=== Problem to solve ===
Transcribe the records word for word. Leave every picture out.

=== Excerpted records ===

Start of Block

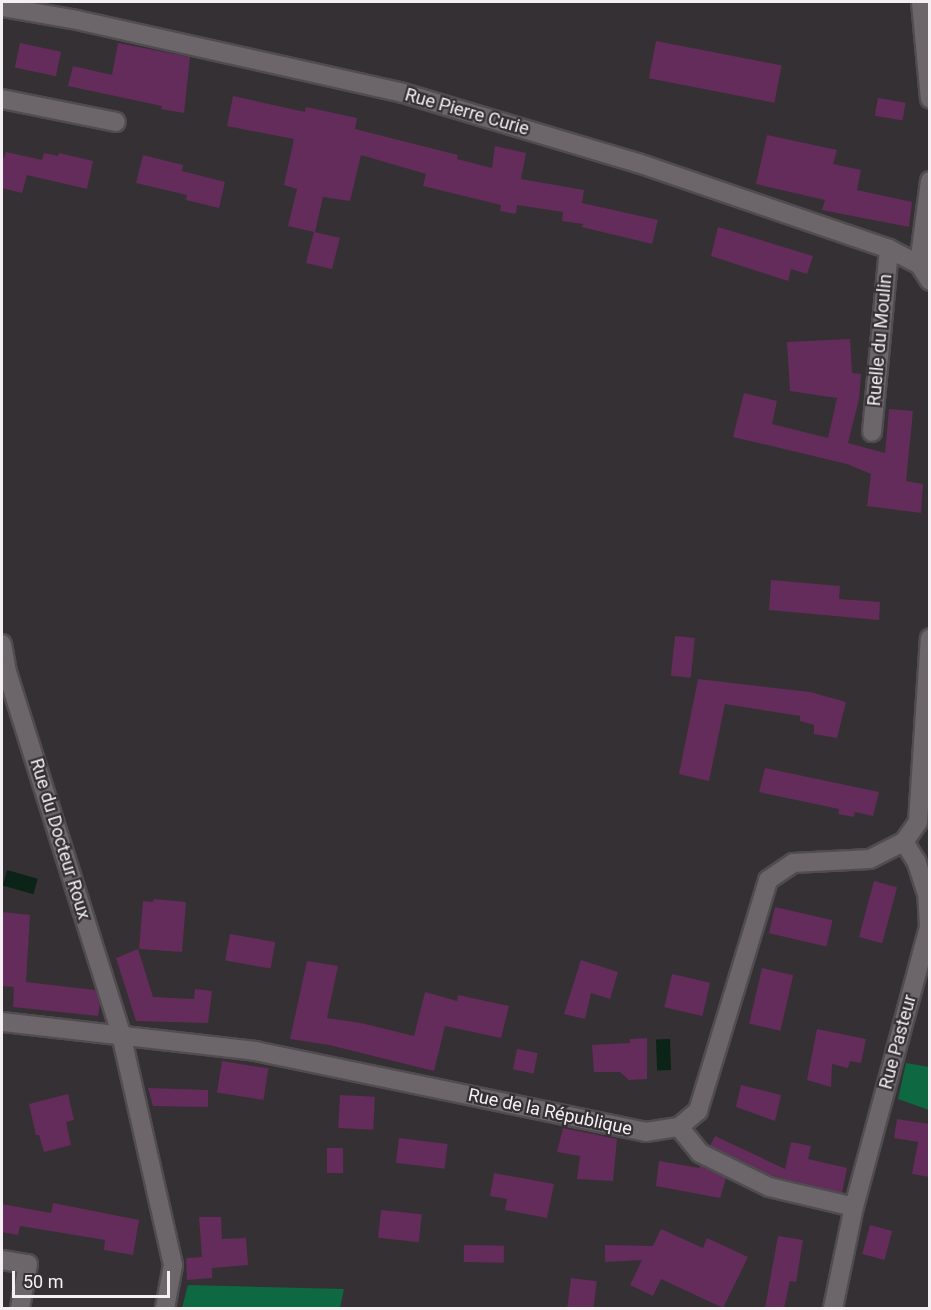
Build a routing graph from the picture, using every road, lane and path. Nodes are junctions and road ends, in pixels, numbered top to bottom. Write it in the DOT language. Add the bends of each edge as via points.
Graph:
graph roads {
  1 [pos="921,2"];
  2 [pos="2,7"];
  3 [pos="2,99"];
  4 [pos="930,99"];
  5 [pos="116,122"];
  6 [pos="930,180"];
  7 [pos="889,249"];
  8 [pos="919,264"];
  9 [pos="930,281"];
  10 [pos="872,432"];
  11 [pos="930,638"];
  12 [pos="2,644"];
  13 [pos="904,842"];
  14 [pos="2,1022"];
  15 [pos="121,1034"];
  16 [pos="679,1127"];
  17 [pos="854,1207"];
  18 [pos="2,1260"];
  19 [pos="20,1308"];
  20 [pos="165,1308"];
  21 [pos="833,1308"];
  1 -- 4 [label="street"];
  2 -- 7 [label="street, Rue Pierre Curie" via="77,20 403,93 638,163"];
  3 -- 5 [label="street"];
  6 -- 8 [label="street"];
  7 -- 8 [label="street, Rue Pierre Curie"];
  7 -- 10 [label="street, Ruelle du Moulin"];
  8 -- 9 [label="street"];
  11 -- 13 [label="street" via="920,812"];
  12 -- 15 [label="street, Rue du Docteur Roux"];
  13 -- 16 [label="street" via="870,858 793,863 768,880 698,1111"];
  13 -- 17 [label="street, Rue Pasteur" via="916,861 927,894 929,927"];
  14 -- 15 [label="street, Rue de la République"];
  15 -- 16 [label="street, Rue de la République" via="255,1051 646,1132"];
  15 -- 20 [label="street, Rue du Docteur Roux" via="173,1264"];
  16 -- 17 [label="street" via="700,1153 769,1187"];
  17 -- 21 [label="street, Rue Pasteur"];
  18 -- 19 [label="street" via="28,1264"];
}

End of Block

=== Solution for this exercise ===
Build a routing graph from the picture, using every road, lane and path. Nodes are junctions and road ends, in pixels, numbered top to bottom. Write it in the DOT language. Add the bends of each edge as via points.
Graph:
graph roads {
  1 [pos="921,2"];
  2 [pos="2,7"];
  3 [pos="2,99"];
  4 [pos="930,99"];
  5 [pos="116,122"];
  6 [pos="930,180"];
  7 [pos="889,249"];
  8 [pos="919,264"];
  9 [pos="930,281"];
  10 [pos="872,432"];
  11 [pos="930,638"];
  12 [pos="2,644"];
  13 [pos="904,842"];
  14 [pos="2,1022"];
  15 [pos="121,1034"];
  16 [pos="679,1127"];
  17 [pos="854,1207"];
  18 [pos="2,1260"];
  19 [pos="20,1308"];
  20 [pos="165,1308"];
  21 [pos="833,1308"];
  1 -- 4 [label="street"];
  2 -- 7 [label="street, Rue Pierre Curie" via="77,20 403,93 638,163"];
  3 -- 5 [label="street"];
  6 -- 8 [label="street"];
  7 -- 8 [label="street, Rue Pierre Curie"];
  7 -- 10 [label="street, Ruelle du Moulin"];
  8 -- 9 [label="street"];
  11 -- 13 [label="street" via="920,812"];
  12 -- 15 [label="street, Rue du Docteur Roux"];
  13 -- 16 [label="street" via="870,858 793,863 768,880 698,1111"];
  13 -- 17 [label="street, Rue Pasteur" via="916,861 927,894 929,927"];
  14 -- 15 [label="street, Rue de la République"];
  15 -- 16 [label="street, Rue de la République" via="255,1051 646,1132"];
  15 -- 20 [label="street, Rue du Docteur Roux" via="173,1264"];
  16 -- 17 [label="street" via="700,1153 769,1187"];
  17 -- 21 [label="street, Rue Pasteur"];
  18 -- 19 [label="street" via="28,1264"];
}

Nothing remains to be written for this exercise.